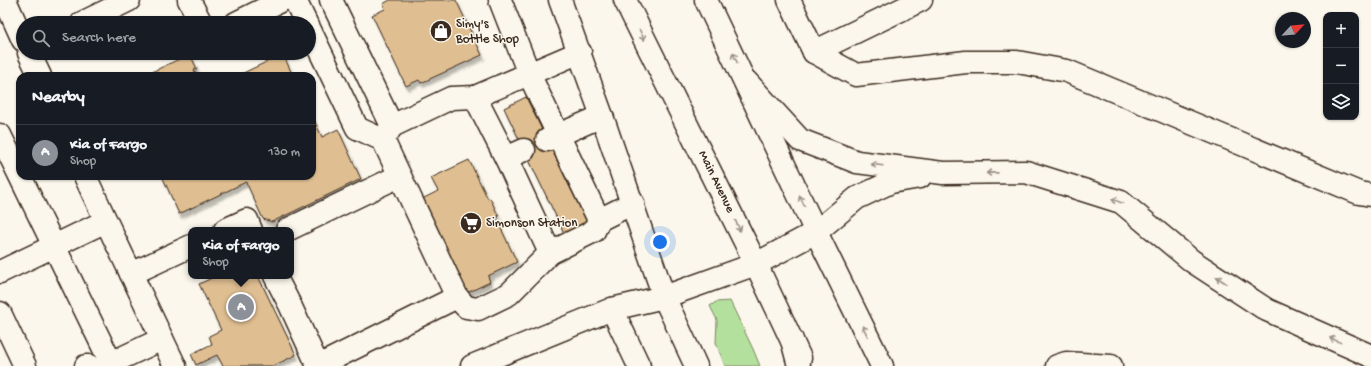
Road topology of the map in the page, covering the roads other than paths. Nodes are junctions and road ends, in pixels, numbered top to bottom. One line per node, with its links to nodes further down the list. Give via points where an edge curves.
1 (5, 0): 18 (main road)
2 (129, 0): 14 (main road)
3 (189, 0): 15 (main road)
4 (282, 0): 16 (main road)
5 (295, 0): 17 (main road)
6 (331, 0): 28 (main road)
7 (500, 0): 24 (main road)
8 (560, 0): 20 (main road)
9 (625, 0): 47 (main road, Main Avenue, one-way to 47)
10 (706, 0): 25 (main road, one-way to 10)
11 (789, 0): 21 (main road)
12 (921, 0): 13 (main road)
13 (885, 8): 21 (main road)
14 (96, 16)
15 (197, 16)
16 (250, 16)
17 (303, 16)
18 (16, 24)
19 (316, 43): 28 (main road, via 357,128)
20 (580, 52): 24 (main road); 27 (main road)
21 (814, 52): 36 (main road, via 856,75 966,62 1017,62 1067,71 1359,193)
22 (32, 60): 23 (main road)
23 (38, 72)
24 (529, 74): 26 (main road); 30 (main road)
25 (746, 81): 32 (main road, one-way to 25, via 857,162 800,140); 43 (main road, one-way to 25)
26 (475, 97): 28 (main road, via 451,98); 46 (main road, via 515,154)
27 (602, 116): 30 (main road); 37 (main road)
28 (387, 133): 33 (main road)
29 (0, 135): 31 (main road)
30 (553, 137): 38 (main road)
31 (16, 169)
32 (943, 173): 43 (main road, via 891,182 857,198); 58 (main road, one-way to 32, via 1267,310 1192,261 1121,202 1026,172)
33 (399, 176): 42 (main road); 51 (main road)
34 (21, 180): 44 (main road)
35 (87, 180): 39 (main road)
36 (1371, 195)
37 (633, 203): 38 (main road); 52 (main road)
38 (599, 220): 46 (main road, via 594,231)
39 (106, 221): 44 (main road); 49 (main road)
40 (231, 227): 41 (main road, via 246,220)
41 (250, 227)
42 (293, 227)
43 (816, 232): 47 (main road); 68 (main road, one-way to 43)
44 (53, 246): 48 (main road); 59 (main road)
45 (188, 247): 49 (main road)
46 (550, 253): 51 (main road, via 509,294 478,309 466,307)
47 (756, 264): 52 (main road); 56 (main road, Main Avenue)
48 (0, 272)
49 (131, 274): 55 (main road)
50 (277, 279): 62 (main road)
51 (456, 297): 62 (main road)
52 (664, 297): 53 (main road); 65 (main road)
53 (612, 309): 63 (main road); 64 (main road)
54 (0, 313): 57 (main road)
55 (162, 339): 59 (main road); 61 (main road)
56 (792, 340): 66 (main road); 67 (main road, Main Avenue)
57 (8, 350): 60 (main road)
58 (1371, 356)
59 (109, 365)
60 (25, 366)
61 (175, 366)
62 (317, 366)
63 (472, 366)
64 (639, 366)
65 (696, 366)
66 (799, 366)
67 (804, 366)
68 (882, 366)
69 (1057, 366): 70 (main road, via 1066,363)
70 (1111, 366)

== == ==

> **PROBLEM DETAILS**
Answer with a single number: the count of lines in the entries that hold the word "Avenue".

> **EXERCISE ANSWER**
3